Consequently, where incriminating articles under Section 19 (f), Arms Act, and Section 5, Explosive Substances Act, are recovered from a place in the occupation or possession of more persons than one and it is not possible to fix the liability on any particular individual, a Court is not bound to hold that the said articles were in possession or under the control of the head of the family."
On the same analogy, it is not possible to fix the liability on Buti Nath on the ground that Lilu was only his driver.
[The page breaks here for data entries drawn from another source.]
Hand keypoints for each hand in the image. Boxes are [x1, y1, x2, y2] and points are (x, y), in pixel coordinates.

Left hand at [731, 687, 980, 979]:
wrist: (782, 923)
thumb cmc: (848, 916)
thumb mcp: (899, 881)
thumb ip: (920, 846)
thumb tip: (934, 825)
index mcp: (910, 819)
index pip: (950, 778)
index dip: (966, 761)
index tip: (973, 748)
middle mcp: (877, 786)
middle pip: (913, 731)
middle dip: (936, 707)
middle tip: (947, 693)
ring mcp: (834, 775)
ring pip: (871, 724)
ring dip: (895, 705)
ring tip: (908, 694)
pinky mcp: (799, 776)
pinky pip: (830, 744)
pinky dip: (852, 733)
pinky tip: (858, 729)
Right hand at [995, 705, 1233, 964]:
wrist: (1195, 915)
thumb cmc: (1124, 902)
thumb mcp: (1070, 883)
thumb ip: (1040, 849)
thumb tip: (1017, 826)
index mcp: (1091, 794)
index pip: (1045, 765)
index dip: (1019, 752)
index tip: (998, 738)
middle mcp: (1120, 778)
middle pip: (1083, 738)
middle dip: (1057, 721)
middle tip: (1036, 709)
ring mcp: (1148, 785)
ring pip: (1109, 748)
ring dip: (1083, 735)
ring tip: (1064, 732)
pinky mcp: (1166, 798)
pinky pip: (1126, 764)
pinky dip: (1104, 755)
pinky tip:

11. In State of Himachal Pradesh v. Chandan Lal, AIR 1955 Him-P 26 (E), following Koti Darbar v. Ram Chand, AIR 1949 Him-P 15 (P), Wilayat Khan v. State of U.P., AIR 1953 SC 122 (G), Zwinglee Ariel v. State of Madhya Pradesh, AIR 1954 SC 15 (H) and Pran Das v. State, AIR 1954 SC 36 (I), I had pointed out that:
"In an appeal by the Government from an acquittal, it is for the appellant to show conclusively that the inference of guilt against the respondent is irresistible."
12. For reasons stated above, I am unable to hold that the connection between the respondent, Buti Nath, and the opium in question was proved conclusively. Therefore, the inference of guilt against him is not irresistible. The order of acquittal must, therefore, stand.
13. I reject the appeal. The respondent's bail bonds in this appeal are discharged.